Stock Fund Sales Begin Slowdown Mutual Funds Back Off Of Record Pace

Bloomberg Business News

Sales of U.S. equity mutual funds are slowing from the record pace of the first four months of 1996, as fewer investors put money in retirement accounts after the April 15 tax deadline, fund companies said Monday.

“We’re expecting fund sales to be down 10 percent to 15 percent this month from April’s level,” said Tim Pitts, executive vice president at OppenheimerFunds Inc. in New York.

“Fund inflows will be lower in May if they follow well-established historical trends,” said Brian Mattes, Vanguard Group’s spokesman.

Sales almost always get a lift in the first 3 1/2 months of the year from tax steps taken by individual investors and companies before April 15. Individuals and companies must by law fund individual retirement accounts by the time they file their tax returns. No contributions can be made to retirement accounts for the prior year after April 15.

Mutual fund investments in retirement accounts have helped push this year’s stock fund sales to lofty levels, companies said. The record-setting pace has in turn helped fuel this year’s market rally.

Some Wall Street analysts are warning that a reduction in new fund share purchases could result in a sudden market drop.

Byron Wien, chief investment strategist at Morgan Stanley & Co., told clients last week that the Dow Jones Industrial Average may be headed for a 1,000-point decline. A slowdown in stock fund purchases would accelerate the market slump, Wien said.

If Wien’s right, the stock market is facing some rough days ahead. Stock fund sales are almost always lower in May than April, according to the Investment Company Institute, the mutual fund industry’s trade group.

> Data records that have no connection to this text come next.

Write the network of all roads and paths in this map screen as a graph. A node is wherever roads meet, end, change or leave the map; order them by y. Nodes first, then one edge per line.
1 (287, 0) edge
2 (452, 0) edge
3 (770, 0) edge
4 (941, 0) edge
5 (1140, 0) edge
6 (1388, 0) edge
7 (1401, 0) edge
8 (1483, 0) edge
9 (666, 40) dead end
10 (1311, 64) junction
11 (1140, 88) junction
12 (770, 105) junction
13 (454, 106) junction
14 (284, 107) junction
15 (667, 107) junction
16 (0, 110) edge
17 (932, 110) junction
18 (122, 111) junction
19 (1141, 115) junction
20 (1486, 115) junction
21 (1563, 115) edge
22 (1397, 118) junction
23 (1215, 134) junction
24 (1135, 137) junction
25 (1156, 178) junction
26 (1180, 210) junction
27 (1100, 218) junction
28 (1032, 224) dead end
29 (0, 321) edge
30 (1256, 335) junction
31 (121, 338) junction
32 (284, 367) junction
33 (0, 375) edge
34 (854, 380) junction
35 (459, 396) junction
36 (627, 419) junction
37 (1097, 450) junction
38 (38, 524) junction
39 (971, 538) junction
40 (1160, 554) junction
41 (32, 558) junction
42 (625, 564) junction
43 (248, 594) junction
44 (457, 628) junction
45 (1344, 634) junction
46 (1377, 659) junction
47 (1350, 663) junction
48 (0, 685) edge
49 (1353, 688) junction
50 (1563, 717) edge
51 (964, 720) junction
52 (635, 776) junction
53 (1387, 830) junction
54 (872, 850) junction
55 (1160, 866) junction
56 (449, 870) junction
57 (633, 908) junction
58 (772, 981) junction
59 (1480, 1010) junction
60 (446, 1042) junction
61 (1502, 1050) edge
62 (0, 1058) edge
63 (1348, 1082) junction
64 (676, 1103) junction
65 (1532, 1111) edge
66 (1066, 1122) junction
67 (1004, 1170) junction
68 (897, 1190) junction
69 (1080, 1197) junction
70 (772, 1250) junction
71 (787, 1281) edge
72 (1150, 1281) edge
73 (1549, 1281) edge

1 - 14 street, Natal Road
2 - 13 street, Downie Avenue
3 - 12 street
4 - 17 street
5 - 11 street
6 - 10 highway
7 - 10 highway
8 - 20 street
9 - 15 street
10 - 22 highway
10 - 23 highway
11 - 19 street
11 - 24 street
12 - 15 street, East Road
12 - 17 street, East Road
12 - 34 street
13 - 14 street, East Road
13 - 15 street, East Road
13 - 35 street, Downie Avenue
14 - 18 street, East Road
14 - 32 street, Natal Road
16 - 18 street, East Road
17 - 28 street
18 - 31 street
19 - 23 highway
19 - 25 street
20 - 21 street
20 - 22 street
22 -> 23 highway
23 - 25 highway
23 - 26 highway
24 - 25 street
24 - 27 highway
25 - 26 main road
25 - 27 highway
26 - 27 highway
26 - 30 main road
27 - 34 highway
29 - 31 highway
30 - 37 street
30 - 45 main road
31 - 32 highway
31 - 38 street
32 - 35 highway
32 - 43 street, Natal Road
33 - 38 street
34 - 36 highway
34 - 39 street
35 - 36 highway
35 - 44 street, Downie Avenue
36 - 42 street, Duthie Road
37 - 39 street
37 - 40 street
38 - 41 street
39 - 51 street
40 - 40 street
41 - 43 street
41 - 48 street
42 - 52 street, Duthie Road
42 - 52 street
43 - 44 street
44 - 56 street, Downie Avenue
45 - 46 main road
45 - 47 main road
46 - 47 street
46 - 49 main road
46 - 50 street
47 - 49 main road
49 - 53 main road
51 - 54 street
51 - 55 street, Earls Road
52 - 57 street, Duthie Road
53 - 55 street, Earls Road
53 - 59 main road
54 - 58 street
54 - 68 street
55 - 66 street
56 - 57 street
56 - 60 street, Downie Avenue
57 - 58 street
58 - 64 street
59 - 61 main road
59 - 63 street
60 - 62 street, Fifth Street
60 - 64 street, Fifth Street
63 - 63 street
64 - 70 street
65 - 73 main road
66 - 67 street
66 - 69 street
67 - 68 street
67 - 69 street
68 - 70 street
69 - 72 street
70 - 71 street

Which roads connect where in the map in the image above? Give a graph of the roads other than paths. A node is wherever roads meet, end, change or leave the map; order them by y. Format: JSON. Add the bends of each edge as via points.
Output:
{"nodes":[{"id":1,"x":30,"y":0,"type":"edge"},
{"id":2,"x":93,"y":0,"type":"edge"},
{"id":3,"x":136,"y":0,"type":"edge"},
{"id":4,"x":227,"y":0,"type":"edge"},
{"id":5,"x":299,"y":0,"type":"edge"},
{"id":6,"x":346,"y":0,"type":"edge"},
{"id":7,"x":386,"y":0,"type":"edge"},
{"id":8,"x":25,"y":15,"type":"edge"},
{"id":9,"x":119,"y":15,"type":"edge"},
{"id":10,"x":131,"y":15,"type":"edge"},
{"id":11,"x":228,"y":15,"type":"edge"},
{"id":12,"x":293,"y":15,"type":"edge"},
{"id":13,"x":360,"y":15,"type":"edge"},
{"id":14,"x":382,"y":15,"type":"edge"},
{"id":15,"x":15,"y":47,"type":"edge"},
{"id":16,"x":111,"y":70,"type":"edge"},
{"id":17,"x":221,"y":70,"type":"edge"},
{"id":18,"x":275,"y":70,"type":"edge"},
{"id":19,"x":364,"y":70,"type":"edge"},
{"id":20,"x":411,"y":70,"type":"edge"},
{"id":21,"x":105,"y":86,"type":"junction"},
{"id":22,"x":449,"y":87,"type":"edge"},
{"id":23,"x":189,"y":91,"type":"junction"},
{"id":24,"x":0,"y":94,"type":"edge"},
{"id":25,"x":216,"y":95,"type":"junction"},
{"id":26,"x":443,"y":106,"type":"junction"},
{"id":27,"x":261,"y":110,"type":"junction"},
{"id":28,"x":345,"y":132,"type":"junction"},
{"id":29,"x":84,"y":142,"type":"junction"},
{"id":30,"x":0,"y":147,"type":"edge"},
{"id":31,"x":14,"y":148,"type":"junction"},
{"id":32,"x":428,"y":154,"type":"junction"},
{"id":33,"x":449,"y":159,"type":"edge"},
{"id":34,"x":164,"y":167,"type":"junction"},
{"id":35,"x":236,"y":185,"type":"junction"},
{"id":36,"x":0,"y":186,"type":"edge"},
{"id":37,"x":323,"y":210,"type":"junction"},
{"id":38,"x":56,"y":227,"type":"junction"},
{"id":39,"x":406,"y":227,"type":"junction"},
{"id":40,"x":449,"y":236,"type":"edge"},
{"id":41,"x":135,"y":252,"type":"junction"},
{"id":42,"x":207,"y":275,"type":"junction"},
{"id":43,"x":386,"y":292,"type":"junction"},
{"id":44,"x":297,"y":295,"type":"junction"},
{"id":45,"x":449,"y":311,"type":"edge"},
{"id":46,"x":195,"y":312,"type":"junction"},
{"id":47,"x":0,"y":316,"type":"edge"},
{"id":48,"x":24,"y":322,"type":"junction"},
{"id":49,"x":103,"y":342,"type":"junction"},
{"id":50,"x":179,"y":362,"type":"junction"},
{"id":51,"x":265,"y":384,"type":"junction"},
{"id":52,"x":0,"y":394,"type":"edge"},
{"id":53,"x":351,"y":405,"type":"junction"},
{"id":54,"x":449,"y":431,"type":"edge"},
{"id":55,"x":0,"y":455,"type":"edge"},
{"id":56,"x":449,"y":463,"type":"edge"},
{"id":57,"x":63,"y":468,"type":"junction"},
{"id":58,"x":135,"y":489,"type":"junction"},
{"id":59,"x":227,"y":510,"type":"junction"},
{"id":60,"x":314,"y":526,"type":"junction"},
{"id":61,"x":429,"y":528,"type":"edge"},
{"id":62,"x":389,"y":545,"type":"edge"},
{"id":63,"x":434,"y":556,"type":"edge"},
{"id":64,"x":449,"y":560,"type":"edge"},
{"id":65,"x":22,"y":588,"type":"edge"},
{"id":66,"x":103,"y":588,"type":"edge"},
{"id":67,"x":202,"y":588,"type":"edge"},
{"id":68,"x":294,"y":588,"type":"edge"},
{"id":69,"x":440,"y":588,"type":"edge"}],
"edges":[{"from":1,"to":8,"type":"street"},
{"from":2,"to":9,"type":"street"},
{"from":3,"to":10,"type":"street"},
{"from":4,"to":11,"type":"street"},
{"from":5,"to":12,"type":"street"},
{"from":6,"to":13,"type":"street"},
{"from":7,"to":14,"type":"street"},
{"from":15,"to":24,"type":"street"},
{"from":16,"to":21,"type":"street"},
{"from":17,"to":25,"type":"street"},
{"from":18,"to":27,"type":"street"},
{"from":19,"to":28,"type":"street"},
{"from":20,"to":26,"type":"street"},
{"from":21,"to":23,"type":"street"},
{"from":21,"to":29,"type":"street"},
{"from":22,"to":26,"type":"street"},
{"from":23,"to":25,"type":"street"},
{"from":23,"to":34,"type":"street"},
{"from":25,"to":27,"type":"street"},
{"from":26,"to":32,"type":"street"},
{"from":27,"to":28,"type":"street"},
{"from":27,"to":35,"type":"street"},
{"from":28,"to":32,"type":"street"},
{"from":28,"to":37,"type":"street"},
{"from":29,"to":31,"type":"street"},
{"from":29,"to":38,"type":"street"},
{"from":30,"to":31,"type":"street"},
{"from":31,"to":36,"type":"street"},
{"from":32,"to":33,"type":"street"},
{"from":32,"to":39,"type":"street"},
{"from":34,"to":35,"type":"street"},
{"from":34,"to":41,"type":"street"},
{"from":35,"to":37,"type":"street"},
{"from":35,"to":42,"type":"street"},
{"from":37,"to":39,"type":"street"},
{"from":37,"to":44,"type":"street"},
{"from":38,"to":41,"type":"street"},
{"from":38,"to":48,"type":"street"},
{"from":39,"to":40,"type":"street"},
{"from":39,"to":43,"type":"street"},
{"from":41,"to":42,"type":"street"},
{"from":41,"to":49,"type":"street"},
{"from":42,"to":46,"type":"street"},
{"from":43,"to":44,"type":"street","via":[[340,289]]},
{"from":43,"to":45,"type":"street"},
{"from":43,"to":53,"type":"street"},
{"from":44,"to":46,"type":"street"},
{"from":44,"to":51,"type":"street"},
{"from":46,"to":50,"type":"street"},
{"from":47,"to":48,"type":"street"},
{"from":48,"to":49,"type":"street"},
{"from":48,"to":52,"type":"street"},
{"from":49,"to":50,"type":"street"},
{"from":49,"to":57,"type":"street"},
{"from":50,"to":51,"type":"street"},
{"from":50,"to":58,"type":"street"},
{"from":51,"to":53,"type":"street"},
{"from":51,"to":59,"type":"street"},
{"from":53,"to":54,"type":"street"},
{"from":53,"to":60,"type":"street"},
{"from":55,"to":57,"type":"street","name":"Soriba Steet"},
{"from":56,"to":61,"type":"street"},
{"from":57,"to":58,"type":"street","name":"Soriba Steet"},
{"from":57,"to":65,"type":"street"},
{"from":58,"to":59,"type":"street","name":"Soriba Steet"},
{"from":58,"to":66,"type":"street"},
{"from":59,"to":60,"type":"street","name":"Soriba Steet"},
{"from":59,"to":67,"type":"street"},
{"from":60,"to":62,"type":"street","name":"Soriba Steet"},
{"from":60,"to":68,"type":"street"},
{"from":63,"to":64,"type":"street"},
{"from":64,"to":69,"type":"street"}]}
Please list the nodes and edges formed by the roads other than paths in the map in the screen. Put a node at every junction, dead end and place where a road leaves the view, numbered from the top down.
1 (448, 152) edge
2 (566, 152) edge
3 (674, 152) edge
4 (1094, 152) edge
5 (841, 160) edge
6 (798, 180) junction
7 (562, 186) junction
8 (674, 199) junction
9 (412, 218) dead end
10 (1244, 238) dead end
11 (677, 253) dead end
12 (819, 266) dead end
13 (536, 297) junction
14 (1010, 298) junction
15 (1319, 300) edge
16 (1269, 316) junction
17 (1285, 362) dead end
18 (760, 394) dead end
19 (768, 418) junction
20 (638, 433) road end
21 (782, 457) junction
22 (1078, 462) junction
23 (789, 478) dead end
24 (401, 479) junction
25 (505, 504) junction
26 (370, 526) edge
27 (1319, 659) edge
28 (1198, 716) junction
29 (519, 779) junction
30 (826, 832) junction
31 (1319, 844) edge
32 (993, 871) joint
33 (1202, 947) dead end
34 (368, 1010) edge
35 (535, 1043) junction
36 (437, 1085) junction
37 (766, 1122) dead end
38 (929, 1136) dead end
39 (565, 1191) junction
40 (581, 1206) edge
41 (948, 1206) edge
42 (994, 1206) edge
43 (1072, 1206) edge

Over the past six years, stock fund sales were 19.4 percent lower in May than April on average, according to a report from ICI. In 1995, net sales of stock funds totaled $10.18 billion in April and then declined 14 percent in May to $8.76 billion.

The ICI said it expects to release its estimate for last month’s mutual fund sales later this week.

Stock fund sales were a record $66.9 billion in the first three months of 1996, or three times more than was invested in the first quarter of last year, the ICI said.

Fund companies, including Vanguard, T. Rowe Price Associates nc., Massachusetts Financial Services Co., OppenheimerFunds and Scudder, Stevens & Clark Inc., reported higher sales in April than March, in some cases better than any previous month.

“In the first four months of the year, money flows into my office like crazy because everybody’s funding their pension plans, profit-sharing plans, IRAs and every other kind of retirement plan they can,” said Montague “Cosmo” Boyd, a retirement plan consultant at RobinsonHumphrey Co. in Marietta, Georgia. “After April 15, all we see are the ongoing funding of 401(k) plans.

“The cumulative flow of assets during the last eight months of the year isn’t as great as the first four months,” Boyd said.

Fidelity Investments, the nation’s No. 1 fund group, has already indicated that stock fund sales are slowing. The company said equity fund sales were an estimated $2.3 billion in April, down from $3.1 billion in March.

Fidelity’s results were hurt by an estimated $500 million in redemptions from the firm’s flagship Magellan Fund, analysts said.

The assets of Magellan Fund fell to $56.02 billion on April 30 from $56.16 billion on March 31, Fidelity said. Assets declined, even though Magellan’s return was a positive 0.65 percent during the month, according to Lipper Analytical Services Inc.

Fidelity declined to discuss the specific sales of the fund or the fund’s history of redemptions.

Magellan’s sales have suffered in recent months because of the fund’s lagging investment performance, said John Bonnanzio, editor of Fidelity Insight, an independent newsletter that tracks Fidelity.

Magellan ranked No. 624 out of 637 “growth” stock funds tracked by Lipper Analytical this year in the period ended May 2. It was up just 1.13 percent, compared with an average gain of 7.43 percent for rival growth stock funds, Lipper Analytical reported.

Fidelity’s recent sales woes may be a sign of what’s ahead for the rest of the industry — and perhaps the stock market, fund companies said.